#### WHAT IS EXPECTED:
Copy out each line of the entries where the word "Pine" is present.

#### TASK INPUT:
■ ■ ■ ■ ■ ■ ■
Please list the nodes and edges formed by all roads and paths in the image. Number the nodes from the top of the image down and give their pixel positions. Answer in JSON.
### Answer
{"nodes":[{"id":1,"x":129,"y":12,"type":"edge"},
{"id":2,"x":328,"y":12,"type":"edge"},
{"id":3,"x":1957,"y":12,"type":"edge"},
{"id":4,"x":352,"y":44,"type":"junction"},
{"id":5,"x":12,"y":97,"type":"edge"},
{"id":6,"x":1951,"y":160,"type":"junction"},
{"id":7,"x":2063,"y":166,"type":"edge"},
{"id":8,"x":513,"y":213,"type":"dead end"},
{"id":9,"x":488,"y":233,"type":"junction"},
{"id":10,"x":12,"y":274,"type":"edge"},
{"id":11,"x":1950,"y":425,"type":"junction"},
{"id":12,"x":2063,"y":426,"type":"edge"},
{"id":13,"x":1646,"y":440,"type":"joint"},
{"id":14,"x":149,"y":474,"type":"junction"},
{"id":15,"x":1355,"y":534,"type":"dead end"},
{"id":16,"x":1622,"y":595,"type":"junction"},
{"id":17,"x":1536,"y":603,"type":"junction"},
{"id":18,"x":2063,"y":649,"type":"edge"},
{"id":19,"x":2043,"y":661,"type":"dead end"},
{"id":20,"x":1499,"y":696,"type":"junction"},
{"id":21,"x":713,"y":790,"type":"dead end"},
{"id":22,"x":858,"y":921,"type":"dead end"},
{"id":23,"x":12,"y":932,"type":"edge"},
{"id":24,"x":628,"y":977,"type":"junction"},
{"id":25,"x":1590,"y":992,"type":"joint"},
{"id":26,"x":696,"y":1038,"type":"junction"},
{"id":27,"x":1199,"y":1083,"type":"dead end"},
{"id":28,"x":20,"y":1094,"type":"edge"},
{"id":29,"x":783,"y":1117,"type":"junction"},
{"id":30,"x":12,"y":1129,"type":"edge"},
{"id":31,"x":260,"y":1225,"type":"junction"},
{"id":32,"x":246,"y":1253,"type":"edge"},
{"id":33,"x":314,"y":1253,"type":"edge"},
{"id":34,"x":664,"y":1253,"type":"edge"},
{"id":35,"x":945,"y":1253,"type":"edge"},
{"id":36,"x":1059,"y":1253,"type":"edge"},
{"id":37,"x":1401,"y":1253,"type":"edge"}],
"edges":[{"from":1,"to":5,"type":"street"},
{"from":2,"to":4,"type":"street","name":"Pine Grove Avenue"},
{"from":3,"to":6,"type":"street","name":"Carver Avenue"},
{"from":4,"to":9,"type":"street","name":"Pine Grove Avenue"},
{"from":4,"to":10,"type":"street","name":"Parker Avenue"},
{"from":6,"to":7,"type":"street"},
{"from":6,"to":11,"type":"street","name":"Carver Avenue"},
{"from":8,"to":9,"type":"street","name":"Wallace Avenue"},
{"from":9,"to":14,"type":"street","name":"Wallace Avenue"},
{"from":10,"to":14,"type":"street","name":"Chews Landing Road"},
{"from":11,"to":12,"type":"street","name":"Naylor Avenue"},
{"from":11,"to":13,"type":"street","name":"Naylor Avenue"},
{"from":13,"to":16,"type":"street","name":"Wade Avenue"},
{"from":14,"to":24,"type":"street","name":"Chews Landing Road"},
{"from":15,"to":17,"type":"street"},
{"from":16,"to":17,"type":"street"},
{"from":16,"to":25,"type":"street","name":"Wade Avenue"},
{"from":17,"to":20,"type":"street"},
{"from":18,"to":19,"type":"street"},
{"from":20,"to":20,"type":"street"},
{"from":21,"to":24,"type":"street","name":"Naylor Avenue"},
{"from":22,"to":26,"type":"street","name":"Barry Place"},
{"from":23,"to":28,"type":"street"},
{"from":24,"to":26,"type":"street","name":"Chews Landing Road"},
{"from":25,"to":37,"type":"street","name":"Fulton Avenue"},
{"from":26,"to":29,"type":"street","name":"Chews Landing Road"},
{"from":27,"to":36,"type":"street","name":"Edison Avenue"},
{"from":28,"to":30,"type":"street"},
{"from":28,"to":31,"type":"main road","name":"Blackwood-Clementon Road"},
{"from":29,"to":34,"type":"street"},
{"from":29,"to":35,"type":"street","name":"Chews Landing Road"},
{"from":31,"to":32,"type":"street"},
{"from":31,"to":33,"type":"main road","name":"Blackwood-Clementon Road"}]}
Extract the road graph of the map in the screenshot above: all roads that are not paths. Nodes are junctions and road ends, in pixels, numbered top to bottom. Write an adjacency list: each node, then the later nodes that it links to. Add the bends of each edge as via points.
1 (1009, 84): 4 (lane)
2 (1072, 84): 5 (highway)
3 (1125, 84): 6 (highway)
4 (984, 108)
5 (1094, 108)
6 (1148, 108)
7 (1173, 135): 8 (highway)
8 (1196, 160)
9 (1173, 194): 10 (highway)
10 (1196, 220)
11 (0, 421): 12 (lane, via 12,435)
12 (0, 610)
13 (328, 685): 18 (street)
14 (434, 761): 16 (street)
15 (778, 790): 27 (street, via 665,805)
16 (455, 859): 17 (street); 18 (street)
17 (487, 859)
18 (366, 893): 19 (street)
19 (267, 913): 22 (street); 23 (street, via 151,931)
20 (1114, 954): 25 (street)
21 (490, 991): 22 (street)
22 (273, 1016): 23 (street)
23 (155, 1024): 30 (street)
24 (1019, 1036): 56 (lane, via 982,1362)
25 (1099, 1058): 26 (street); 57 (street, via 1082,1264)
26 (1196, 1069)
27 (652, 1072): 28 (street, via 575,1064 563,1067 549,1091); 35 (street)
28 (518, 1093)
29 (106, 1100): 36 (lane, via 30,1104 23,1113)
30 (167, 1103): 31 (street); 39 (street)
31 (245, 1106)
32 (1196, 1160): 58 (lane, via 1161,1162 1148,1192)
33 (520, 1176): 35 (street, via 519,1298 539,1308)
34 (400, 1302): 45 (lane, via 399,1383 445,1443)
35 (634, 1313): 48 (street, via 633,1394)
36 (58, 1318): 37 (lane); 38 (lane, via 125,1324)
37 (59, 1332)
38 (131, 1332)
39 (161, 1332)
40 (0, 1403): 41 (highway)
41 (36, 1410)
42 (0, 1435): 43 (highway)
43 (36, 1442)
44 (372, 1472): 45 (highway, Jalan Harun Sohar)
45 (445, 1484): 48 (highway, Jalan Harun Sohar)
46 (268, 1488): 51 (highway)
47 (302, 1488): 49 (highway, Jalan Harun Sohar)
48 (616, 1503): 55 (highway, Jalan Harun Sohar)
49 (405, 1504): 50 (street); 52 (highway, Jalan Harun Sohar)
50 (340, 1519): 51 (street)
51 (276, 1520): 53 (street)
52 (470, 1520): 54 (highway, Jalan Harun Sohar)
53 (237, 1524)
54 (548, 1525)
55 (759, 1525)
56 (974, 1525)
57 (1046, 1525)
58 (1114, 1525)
■ ■ ■ ■ ■ ■ ■
#### WRITTEN RESPONSE:
{"from":2,"to":4,"type":"street","name":"Pine Grove Avenue"},
{"from":4,"to":9,"type":"street","name":"Pine Grove Avenue"},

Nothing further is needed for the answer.